▶ **Aim of the exercise**
Check every line below for the word "from" and copy each one that has it.

Stored items:
>>>

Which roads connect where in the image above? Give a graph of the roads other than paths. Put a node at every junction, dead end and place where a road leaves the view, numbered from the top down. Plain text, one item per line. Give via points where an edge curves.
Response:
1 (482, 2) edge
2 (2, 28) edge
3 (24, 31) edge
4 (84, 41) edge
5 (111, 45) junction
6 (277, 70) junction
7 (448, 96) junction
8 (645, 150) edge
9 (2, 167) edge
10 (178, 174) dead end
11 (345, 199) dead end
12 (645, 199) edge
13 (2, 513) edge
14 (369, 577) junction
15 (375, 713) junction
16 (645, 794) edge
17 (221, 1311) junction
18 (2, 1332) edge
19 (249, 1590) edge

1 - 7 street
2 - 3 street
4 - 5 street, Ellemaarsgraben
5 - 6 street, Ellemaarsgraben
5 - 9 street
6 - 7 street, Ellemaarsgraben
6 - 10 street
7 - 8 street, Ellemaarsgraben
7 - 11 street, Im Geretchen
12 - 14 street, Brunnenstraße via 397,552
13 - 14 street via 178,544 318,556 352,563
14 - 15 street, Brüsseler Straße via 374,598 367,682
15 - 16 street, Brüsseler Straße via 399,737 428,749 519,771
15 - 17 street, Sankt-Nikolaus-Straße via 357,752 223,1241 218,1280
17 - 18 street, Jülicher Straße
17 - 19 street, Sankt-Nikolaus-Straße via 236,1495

<<<
>>>

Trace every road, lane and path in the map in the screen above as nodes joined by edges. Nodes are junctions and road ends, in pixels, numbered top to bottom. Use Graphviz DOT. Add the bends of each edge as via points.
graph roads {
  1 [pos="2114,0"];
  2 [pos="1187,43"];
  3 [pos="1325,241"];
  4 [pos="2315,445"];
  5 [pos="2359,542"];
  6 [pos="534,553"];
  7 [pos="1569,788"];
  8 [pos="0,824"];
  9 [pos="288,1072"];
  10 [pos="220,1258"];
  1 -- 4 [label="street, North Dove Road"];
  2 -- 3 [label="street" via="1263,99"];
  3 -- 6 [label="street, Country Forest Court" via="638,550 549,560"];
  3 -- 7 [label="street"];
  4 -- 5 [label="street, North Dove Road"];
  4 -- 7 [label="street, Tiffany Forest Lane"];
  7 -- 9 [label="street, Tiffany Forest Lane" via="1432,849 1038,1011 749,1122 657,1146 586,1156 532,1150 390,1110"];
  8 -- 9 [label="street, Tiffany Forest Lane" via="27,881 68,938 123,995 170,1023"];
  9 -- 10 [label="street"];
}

<<<
>>>

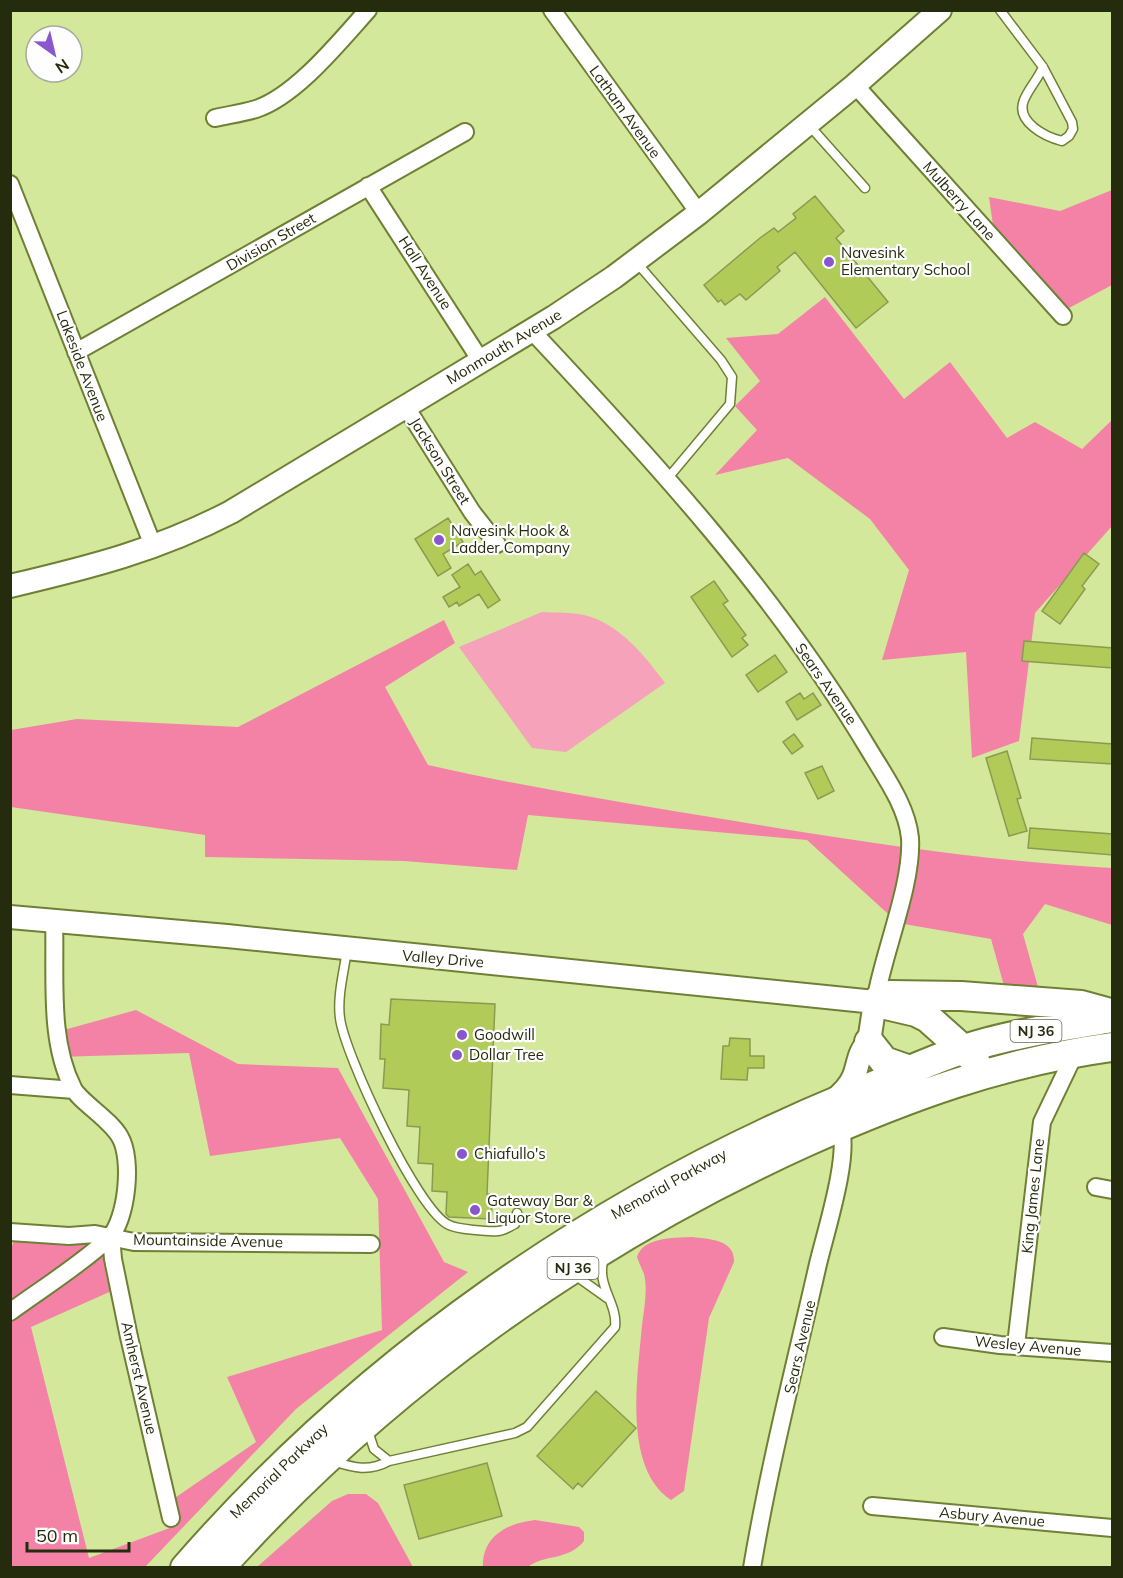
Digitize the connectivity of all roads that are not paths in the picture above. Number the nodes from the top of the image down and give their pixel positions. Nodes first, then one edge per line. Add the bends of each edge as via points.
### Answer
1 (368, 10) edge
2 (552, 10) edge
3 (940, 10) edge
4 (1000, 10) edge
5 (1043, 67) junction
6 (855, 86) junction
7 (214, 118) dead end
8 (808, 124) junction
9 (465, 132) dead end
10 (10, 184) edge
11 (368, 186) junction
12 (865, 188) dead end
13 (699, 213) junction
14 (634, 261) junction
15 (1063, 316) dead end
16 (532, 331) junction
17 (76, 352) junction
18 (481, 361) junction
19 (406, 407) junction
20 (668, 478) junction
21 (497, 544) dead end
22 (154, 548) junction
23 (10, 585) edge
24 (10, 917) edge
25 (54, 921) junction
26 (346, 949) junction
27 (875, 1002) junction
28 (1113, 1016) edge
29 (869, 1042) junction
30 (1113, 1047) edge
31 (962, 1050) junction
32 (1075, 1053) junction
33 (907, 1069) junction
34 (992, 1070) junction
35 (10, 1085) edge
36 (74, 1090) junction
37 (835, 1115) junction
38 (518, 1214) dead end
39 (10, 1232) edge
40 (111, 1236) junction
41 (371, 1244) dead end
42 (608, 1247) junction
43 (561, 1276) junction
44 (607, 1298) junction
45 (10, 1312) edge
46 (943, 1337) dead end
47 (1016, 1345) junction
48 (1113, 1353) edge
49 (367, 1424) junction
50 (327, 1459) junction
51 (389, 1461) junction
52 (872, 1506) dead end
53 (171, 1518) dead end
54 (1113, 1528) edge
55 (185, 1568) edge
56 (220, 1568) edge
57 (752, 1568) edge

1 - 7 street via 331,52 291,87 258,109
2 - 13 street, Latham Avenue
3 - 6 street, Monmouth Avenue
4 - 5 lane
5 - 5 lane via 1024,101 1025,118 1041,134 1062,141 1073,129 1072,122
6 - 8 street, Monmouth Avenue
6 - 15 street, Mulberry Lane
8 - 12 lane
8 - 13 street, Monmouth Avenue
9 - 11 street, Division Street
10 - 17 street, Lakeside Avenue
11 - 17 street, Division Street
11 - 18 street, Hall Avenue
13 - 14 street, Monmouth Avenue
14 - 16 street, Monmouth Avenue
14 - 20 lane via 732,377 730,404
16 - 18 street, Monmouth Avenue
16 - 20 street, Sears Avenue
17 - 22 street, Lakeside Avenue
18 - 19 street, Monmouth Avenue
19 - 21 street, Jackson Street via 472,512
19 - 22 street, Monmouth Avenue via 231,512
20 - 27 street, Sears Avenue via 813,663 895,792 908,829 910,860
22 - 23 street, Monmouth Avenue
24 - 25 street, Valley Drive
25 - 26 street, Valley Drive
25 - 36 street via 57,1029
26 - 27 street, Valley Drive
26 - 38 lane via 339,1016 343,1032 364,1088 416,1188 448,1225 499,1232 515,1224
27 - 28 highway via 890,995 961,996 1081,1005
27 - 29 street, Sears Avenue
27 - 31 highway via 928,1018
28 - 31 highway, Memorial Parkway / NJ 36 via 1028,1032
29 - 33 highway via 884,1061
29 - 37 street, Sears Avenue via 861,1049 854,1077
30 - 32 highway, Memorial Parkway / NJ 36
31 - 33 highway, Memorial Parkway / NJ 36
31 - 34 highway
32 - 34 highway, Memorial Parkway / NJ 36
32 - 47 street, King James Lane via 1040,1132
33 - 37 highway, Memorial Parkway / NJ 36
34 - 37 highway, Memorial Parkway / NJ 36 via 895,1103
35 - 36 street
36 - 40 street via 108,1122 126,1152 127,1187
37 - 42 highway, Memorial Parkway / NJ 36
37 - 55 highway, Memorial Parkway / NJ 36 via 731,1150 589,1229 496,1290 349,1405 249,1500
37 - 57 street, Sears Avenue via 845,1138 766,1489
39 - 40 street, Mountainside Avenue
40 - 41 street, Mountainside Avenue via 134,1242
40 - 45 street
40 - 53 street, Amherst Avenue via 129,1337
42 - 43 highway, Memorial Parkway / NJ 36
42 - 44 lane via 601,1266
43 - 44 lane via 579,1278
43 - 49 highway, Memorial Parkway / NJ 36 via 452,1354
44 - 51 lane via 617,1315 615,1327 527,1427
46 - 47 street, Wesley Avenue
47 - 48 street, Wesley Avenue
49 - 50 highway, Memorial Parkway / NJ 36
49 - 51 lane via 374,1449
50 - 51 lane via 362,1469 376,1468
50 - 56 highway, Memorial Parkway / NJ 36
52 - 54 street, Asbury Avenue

<<<

▶ **Answer box**
Which roads connect where in the image above? Give a graph of the roads other than paths. Put a node at every junction, dead end and place where a road leaves the view, numbered from the top down. Plain text, one item per line. Give via points where an edge curves.
Digitize the connectivity of all roads that are not paths in the picture above. Number the nodes from the top of the image down and give their pixel positions. Nodes first, then one edge per line. Add the bends of each edge as via points.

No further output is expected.